Dalam Undang-Undang mengenai TNI maupun Polri, juga ditegaskan personel aktif dilarang menduduki jabatan sipil. TNI/Polri hanya dapat memegang jabatan sipil setelah mengundurkan diri atau pensiun.

Namun, kata Feri, TNI/Polri nonaktif tak serta-merta dapat diangkat menjadi penjabat kepala daerah. Dia melanjutkan, pertimbangan hukum MK tidak hanya mempersoalkan aktif dan tidak aktif aparat TNI/Polri, melainkan ada tiga hal yang mesti diperhatikan.

Dia menjelaskan, dalam pertimbangan hukumnya, MK menegaskan amanat konstitusi yang memerintahkan pemilihan kepala daerah secara demokratis. Menurut Feri, untuk melaksanakan prinsip-prinsip demokrasi itu, MK memerintahkan agar pemerintah menerbitkan peraturan pelaksana yang mengatur pengisian kekosongan jabatan kepala daerah menuju pilkada serentak secara nasional.

"MK menyinggung bahwa untuk melaksanakan prinsip-prinsip demokrasi sebagaimana diatur dalam Pasal 18 ayat 4 UUD, pemilihan kepala daerah juga perlu segera dipertimbangkan membentuk peraturan pelaksana agar tidak menimbulkan ketidakpastian hukum," kata dia.
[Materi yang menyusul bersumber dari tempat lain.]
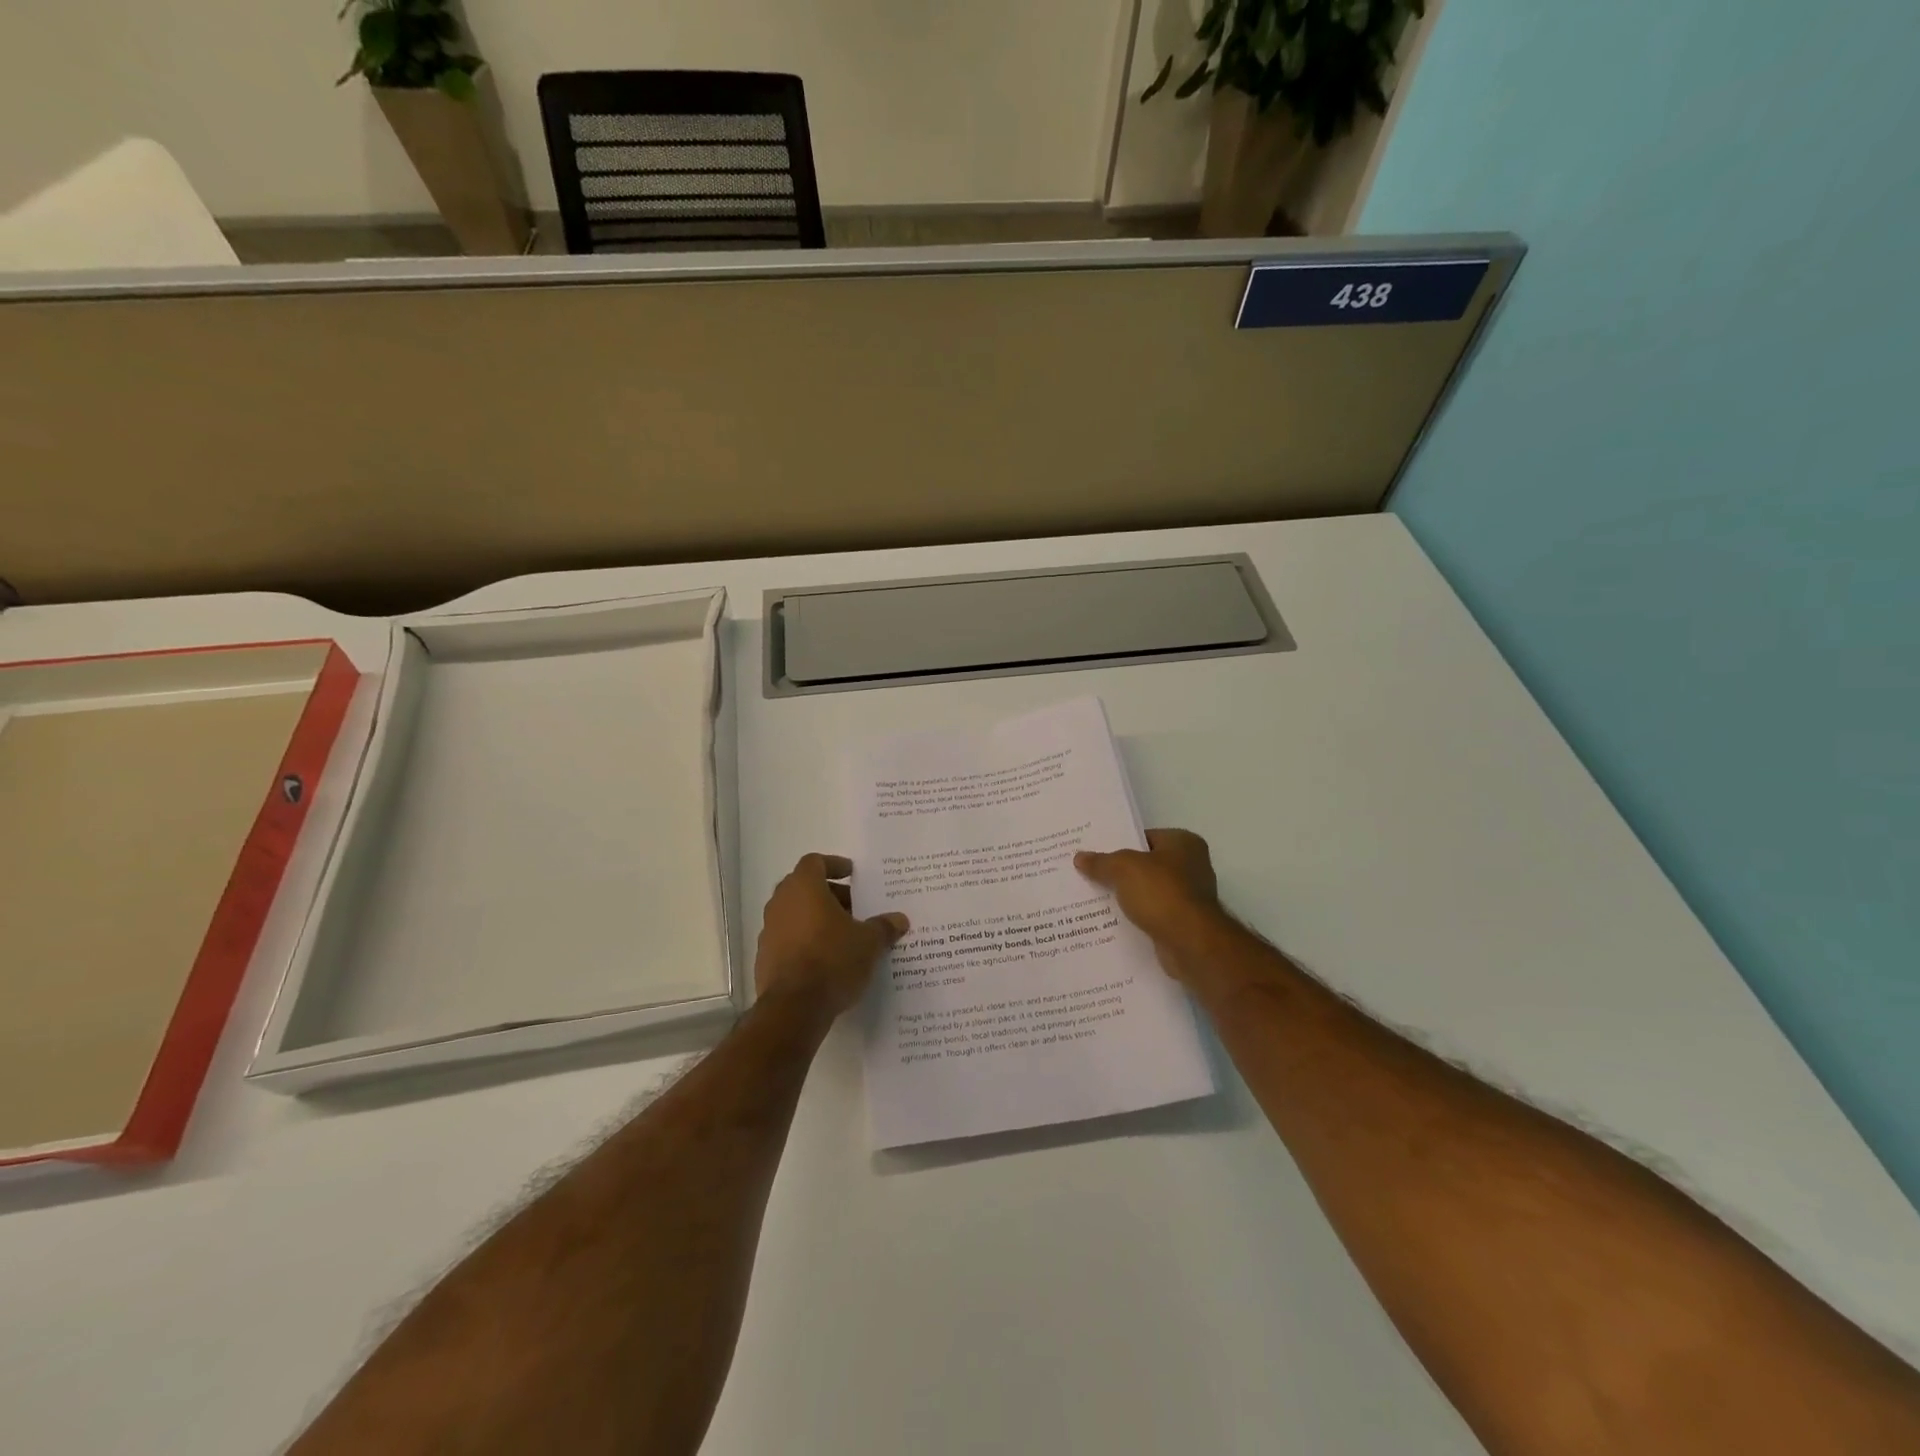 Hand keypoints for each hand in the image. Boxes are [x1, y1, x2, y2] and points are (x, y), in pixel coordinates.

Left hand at [754, 854, 908, 1017]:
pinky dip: (805, 941)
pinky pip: (788, 939)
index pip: (814, 862)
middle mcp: (781, 903)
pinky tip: (826, 960)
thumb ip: (883, 927)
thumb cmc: (833, 960)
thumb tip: (899, 919)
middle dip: (830, 894)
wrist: (794, 1008)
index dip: (834, 865)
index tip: (852, 874)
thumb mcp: (869, 942)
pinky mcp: (765, 958)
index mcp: (803, 888)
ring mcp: (769, 931)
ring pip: (795, 914)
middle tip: (855, 907)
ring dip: (817, 919)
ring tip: (844, 935)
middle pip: (804, 887)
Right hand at [1075, 829, 1230, 983]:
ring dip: (1127, 896)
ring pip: (1147, 891)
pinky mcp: (1183, 923)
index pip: (1145, 837)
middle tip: (1089, 873)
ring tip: (1093, 897)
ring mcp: (1189, 897)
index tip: (1094, 851)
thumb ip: (1101, 862)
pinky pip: (1152, 914)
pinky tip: (1111, 920)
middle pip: (1146, 865)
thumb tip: (1080, 857)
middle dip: (1120, 871)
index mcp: (1184, 843)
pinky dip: (1135, 916)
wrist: (1189, 943)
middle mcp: (1192, 866)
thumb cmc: (1161, 893)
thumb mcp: (1123, 868)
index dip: (1119, 843)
Feri melanjutkan, peraturan pelaksana dibentuk agar penunjukan penjabat kepala daerah menjamin keterbukaan dan transparansi. Sedangkan, sejauh ini, tidak ada keterbukaan dalam pengangkatan lima penjabat gubernur dan 43 bupati/wali kota pada Mei 2022, seperti alasan pemerintah akhirnya menunjuk para pejabat tersebut untuk menjadi penjabat.
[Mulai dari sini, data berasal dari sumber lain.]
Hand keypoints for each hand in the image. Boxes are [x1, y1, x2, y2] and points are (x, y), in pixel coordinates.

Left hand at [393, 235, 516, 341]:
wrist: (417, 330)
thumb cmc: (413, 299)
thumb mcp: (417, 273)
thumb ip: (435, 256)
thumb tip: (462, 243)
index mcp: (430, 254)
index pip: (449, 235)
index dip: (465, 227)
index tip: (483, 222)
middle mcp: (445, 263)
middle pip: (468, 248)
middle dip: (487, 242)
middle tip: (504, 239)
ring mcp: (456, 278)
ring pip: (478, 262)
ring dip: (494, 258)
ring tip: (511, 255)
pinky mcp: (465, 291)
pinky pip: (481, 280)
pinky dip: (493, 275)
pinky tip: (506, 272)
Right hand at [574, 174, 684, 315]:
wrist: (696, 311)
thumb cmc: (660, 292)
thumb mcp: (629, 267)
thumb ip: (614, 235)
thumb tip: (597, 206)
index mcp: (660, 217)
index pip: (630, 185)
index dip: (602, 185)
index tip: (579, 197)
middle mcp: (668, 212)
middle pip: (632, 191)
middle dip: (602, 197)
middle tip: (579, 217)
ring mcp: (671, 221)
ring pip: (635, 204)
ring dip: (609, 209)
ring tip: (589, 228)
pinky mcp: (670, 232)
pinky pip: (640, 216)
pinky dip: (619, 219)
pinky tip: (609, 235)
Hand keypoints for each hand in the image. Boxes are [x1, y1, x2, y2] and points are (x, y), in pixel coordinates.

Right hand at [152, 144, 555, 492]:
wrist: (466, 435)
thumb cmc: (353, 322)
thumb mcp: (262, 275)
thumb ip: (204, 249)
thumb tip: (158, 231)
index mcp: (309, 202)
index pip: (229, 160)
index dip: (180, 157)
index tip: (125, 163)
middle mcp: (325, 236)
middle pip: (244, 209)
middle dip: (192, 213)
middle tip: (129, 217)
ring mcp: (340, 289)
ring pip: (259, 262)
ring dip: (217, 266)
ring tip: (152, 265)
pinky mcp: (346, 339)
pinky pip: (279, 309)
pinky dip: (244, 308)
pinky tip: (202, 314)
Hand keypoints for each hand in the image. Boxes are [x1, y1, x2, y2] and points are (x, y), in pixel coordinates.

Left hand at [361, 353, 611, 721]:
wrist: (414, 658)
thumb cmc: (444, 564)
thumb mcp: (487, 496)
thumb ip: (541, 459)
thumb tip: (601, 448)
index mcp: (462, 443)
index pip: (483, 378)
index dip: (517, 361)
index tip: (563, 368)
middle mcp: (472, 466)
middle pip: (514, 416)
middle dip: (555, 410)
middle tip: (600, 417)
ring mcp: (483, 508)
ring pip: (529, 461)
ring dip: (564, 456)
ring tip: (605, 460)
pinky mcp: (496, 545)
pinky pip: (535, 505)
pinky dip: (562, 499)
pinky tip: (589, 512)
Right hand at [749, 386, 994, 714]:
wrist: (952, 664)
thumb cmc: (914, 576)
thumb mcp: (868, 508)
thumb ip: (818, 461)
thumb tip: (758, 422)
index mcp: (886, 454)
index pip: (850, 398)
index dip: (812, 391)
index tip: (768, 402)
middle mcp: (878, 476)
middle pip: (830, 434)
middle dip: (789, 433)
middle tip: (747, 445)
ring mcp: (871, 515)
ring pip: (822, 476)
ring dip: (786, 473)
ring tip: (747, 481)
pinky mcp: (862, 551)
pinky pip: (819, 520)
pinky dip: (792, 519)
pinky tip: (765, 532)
Selain itu, penunjukan penjabat kepala daerah harus mempertimbangkan kompetensi pejabat. Dia menegaskan, kompetensi konstitusional TNI/Polri adalah di ruang pertahanan dan ketahanan.

Kemudian, kata Feri, pengisian kekosongan jabatan kepala daerah juga harus memperhatikan aspirasi daerah. Namun, sejauh ini yang terjadi menteri dalam negeri (mendagri) tak mengangkat penjabat bupati/wali kota yang berasal dari usulan gubernur.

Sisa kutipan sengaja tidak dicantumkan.